_YOUR TASK_.
Lines from the beginning of the material below through the line that has "0 3px,transparent 0" are to be reproduced exactly, but pictures are not.

_PROVIDED MATERIAL_.
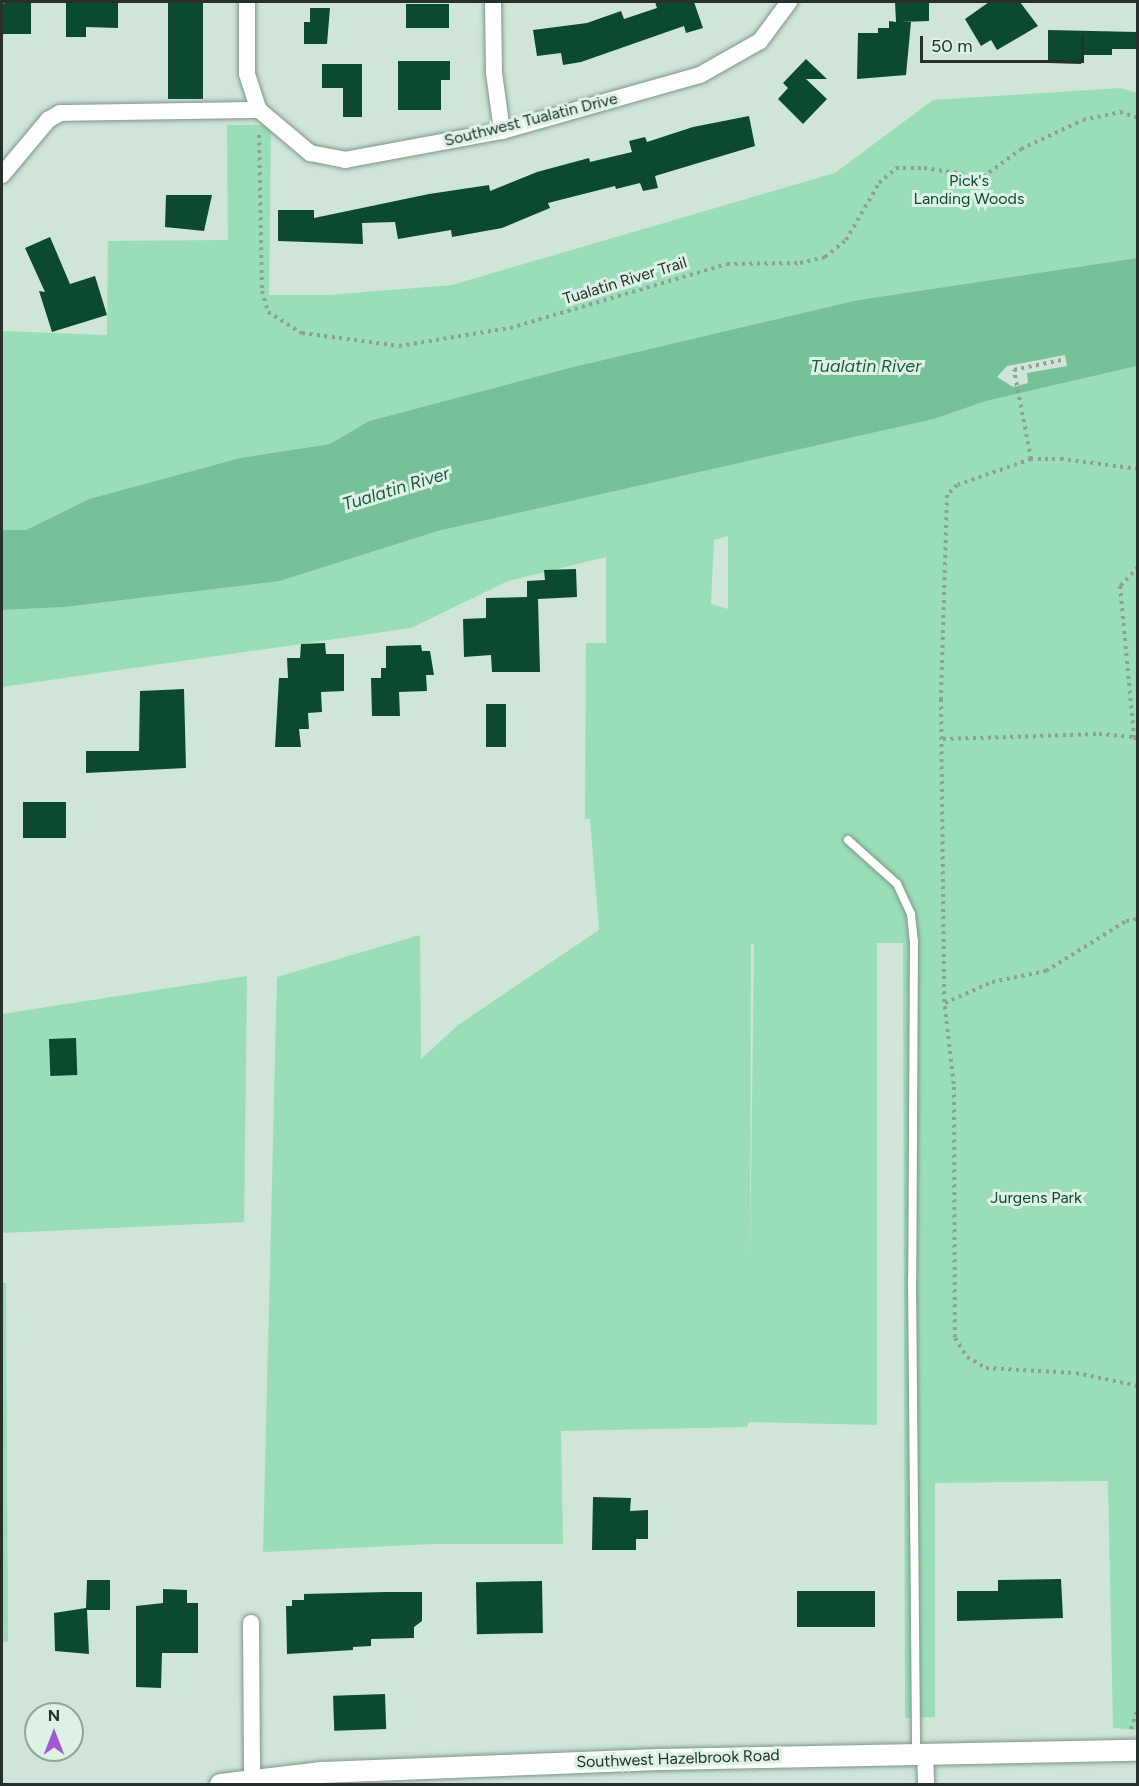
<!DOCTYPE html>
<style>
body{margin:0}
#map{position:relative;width:1139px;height:1786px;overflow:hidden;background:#cee5d7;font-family:Figtree,sans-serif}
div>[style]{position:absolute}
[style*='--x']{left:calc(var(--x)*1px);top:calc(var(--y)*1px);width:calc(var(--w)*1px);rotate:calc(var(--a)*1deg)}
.green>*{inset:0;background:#99deb9}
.water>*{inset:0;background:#76c199}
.pier>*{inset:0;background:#cee5d7}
.building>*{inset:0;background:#0c4a30;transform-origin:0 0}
.path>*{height:4px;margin-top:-2px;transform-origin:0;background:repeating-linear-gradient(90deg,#8ea095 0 3px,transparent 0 7.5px)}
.roads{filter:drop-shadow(0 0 2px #7f9589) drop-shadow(0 0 2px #7f9589)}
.service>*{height:8px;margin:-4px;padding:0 4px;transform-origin:4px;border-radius:4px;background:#fff}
.minor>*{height:16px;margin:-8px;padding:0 8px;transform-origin:8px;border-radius:8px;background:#fff}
.tertiary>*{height:21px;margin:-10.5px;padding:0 10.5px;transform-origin:10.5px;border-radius:10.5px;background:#fff}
span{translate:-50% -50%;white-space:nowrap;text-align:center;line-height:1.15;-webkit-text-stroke:6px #dbf2e5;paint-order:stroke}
.street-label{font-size:16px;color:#27302a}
.park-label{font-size:16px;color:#0e4b31}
.water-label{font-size:18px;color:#20593e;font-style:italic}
.frame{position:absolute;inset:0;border:3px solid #27302a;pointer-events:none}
.north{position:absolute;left:24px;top:1702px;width:60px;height:60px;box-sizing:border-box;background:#dbf2e5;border:2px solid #93a49a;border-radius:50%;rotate:0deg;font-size:16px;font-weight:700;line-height:24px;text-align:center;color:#27302a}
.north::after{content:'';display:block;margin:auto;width:21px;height:27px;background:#a059ce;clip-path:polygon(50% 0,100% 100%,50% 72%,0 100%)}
.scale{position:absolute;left:920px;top:36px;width:164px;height:27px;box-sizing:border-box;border:3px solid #27302a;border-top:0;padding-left:8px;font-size:18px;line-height:21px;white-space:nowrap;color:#27302a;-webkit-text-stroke:4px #dbf2e5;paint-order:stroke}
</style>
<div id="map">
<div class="green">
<i style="clip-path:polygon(1121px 88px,1137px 93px,1137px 258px,858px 300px,569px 368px,369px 421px,330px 444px,240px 458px,89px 499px,26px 530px,2px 530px,2px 331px,107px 335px,108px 241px,228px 240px,227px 125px,271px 125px,269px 295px,329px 295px,452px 285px,835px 173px,933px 100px)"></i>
<i style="clip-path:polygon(evenodd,1137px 366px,1137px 1730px,1113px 1728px,1108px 1481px,935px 1483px,935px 1717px,905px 1718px,903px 943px,877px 943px,877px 1425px,749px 1422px,747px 1427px,561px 1431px,563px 1544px,434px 1544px,263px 1552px,277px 977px,420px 935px,421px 1059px,458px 1025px,599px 930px,590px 819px,585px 819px,586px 643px,606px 643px,606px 557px,508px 581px,411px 628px,2px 687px,2px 610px,65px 607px,280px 581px,438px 531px,934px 419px,986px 401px,1137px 366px,728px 536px,728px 609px,711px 604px,714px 540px,728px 536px,1137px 366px,751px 944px,754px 944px,750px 1264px,751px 944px)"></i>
<i style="clip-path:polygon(247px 976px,244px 1222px,2px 1233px,2px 1014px)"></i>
<i style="clip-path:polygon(2px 1283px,6px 1283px,8px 1642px,2px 1642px)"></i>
</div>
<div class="water">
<i style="clip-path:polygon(1137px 258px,1137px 366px,986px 401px,934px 419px,438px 531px,280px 581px,65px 607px,2px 610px,2px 530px,26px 530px,89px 499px,240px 458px,330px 444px,369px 421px,569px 368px,858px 300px)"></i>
</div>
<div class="pier">
<i style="clip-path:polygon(1065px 355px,1067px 366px,1027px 373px,1028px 383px,1013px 387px,997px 377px,1007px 366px)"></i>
</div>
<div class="building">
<i style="clip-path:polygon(8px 2px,31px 2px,31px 34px,2px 34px,2px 4px)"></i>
<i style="clip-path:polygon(66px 2px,118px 2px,118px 28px,86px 27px,86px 37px,66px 37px)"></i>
<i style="clip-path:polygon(655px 2px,694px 2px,703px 28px,686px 33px,684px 26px,581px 62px,563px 65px,561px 53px,537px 56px,533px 30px,587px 23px,621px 11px,624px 19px,657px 8px)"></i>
<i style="clip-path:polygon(895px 2px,929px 2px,929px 21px,900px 22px,911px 22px,906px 75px,857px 79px,858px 33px,878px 33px,878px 28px,889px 28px,889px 21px,896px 22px)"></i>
<i style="clip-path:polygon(989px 2px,1020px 2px,1038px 26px,997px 50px,991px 40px,981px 46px,965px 19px)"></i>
<i style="left:168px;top:3px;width:35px;height:96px"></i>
<i style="left:449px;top:4px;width:24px;height:43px;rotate:90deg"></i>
<i style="clip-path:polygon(310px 8px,330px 8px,327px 44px,304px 44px,304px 22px,310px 22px)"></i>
<i style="clip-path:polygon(1048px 30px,1137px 32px,1137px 49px,1112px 49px,1112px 55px,1081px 55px,1081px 64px,1048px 63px)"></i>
<i style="clip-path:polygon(806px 59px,827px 79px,806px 79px,827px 99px,803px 124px,778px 99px,788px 88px,783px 83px)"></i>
<i style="clip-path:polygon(398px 61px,450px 61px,450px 80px,441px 80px,441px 110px,398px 110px)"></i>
<i style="clip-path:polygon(322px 64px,362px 64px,362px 117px,343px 117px,343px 88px,322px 88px)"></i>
<i style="clip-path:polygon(749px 116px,755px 146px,655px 176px,658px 188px,643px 191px,640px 183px,616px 189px,615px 186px,548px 203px,550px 208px,502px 228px,452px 237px,451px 230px,398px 239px,395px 222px,362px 223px,363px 244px,278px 241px,278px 210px,314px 210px,314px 218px,429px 194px,489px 185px,490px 191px,537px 172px,589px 158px,590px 162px,632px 152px,629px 141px,645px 137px,647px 142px,693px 127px)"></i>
<i style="clip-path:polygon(166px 195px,212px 195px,204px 231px,165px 227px)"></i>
<i style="clip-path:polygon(50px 237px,70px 284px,95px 276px,107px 315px,52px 332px,39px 291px,45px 292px,25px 248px)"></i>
<i style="clip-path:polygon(576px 569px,577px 597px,538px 599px,540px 672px,492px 672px,491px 655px,464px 657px,463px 619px,486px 618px,486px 598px,527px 597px,527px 581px,545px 580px,544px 570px)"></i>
<i style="clip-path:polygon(325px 643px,326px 654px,344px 654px,344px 691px,321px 692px,322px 712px,308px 713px,309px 729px,299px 729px,301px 747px,275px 747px,279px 678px,288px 678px,287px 658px,300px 658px,301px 644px)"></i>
<i style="clip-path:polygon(421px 645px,422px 651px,430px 651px,434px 675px,426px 675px,427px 691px,399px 692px,400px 716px,372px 716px,371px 678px,381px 678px,381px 668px,386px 668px,386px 646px)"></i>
<i style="clip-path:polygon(184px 689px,186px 768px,86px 773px,86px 751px,139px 751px,140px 691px)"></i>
<i style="left:486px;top:704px;width:20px;height:43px"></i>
<i style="left:66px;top:802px;width:36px;height:43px;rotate:90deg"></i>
<i style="left:76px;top:1038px;width:37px;height:27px;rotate:88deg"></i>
<i style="clip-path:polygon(593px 1497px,631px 1498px,630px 1511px,648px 1510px,648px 1539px,636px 1539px,636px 1550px,592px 1550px)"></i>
<i style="clip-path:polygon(1061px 1579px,1063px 1618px,957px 1621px,957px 1591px,998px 1591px,998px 1580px)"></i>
<i style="clip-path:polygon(87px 1580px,110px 1580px,110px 1610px,87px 1610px,89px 1654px,55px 1651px,54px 1613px,86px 1608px)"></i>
<i style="left:542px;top:1581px;width:52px;height:66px;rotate:89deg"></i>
<i style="clip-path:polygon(163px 1589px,187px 1590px,187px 1603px,198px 1603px,198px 1653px,162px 1653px,161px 1688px,136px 1687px,136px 1606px,163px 1603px)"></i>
<i style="left:875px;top:1591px;width:36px;height:78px;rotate:90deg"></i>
<i style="clip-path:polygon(386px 1592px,422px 1592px,422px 1621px,414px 1627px,414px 1638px,371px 1639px,371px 1646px,353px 1647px,353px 1650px,287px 1654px,286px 1606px,292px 1606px,292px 1600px,304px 1600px,304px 1594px)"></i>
<i style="left:385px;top:1694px;width:35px;height:52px;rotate:88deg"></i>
</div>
<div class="path">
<i style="--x:259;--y:135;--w:156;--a:88.9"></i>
<i style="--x:262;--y:291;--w:22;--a:74"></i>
<i style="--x:268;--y:312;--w:40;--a:32"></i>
<i style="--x:302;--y:333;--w:98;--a:7.6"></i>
<i style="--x:399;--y:346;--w:112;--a:-9.2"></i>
<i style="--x:510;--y:328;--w:226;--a:-16.4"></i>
<i style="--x:727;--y:264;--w:73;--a:-0.8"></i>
<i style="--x:800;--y:263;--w:26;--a:-13"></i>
<i style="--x:825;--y:257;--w:27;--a:-39"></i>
<i style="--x:846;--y:240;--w:66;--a:-59.9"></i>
<i style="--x:879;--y:183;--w:23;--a:-41"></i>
<i style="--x:896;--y:168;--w:28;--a:0"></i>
<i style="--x:924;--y:168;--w:60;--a:8.7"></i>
<i style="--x:983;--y:177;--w:47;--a:-36.4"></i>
<i style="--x:1021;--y:149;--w:68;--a:-25.1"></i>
<i style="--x:1083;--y:120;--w:38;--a:-12"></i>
<i style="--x:1120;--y:112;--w:19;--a:18"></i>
<i style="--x:1031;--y:459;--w:91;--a:-100.8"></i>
<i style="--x:1014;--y:370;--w:48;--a:-12"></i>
<i style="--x:1138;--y:469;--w:76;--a:-172.4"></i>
<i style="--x:1063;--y:459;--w:32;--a:180"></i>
<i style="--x:1031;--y:459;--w:78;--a:160.6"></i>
<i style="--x:957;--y:485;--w:14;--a:135"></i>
<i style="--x:947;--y:495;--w:204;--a:91.7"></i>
<i style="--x:941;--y:699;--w:300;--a:89.4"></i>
<i style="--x:944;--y:999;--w:89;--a:83.5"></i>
<i style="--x:954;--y:1087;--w:251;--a:89.8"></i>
<i style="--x:955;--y:1338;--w:22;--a:58"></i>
<i style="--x:967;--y:1357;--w:22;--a:30"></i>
<i style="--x:986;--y:1368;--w:90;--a:3.2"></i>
<i style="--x:1076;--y:1373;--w:63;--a:11.8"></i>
<i style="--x:1138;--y:567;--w:26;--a:133"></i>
<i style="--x:1120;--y:586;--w:152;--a:84.7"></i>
<i style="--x:1134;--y:737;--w:6;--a:45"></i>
<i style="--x:943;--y:739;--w:156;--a:-1.8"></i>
<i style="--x:1099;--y:734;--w:35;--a:5"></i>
<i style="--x:945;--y:1003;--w:51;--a:-24.1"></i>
<i style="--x:992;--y:982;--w:55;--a:-11.5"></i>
<i style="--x:1046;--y:971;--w:94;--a:-32"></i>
<i style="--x:1126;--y:921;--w:12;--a:-9"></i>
<i style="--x:1131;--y:1729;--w:23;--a:-72"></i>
</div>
<div class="roads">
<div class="service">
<i style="--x:848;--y:840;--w:66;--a:41.9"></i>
<i style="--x:897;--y:884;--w:33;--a:65"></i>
<i style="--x:911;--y:914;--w:27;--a:84"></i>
<i style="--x:914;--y:941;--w:337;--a:90.3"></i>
<i style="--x:912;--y:1278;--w:474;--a:89.5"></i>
</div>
<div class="minor">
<i style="--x:247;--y:2;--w:72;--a:90"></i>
<i style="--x:247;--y:74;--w:38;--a:72"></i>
<i style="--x:259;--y:110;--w:67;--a:40.1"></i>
<i style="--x:310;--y:153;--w:36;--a:11"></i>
<i style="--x:345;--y:160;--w:160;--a:-10.5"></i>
<i style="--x:502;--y:131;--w:206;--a:-15.8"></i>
<i style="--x:700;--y:75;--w:69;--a:-29.5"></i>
<i style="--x:760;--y:41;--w:49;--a:-53.4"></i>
<i style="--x:493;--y:2;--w:71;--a:89.2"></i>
<i style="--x:494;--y:73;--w:59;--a:82.1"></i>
<i style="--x:2;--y:175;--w:72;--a:-50.1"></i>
<i style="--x:48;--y:120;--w:14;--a:-30"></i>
<i style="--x:60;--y:113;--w:199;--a:-0.9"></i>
<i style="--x:251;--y:1623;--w:156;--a:89.6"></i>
<i style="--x:925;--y:1752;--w:32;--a:88"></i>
</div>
<div class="tertiary">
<i style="--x:220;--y:1784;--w:102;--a:-6.8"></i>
<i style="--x:321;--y:1772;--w:337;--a:-2.2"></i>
<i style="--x:658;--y:1759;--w:480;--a:-1.1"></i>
</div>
</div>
<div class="street-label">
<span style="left:531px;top:120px;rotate:-14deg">Southwest Tualatin Drive</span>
<span style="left:625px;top:281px;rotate:-17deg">Tualatin River Trail</span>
<span style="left:678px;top:1759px;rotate:-2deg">Southwest Hazelbrook Road</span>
</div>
<div class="park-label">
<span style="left:969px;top:190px">Pick's<br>Landing Woods</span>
<span style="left:1036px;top:1198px">Jurgens Park</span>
</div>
<div class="water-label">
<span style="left:866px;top:366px">Tualatin River</span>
<span style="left:396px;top:489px;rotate:-17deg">Tualatin River</span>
</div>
<div class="frame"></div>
<div class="north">N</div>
<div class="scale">50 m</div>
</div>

_ANSWER SECTION_.
<!DOCTYPE html>
<style>
body{margin:0}
#map{position:relative;width:1139px;height:1786px;overflow:hidden;background:#cee5d7;font-family:Figtree,sans-serif}
div>[style]{position:absolute}
[style*='--x']{left:calc(var(--x)*1px);top:calc(var(--y)*1px);width:calc(var(--w)*1px);rotate:calc(var(--a)*1deg)}
.green>*{inset:0;background:#99deb9}
.water>*{inset:0;background:#76c199}
.pier>*{inset:0;background:#cee5d7}
.building>*{inset:0;background:#0c4a30;transform-origin:0 0}
.path>*{height:4px;margin-top:-2px;transform-origin:0;background:repeating-linear-gradient(90deg,#8ea095 0 3px,transparent 0 7.5px)}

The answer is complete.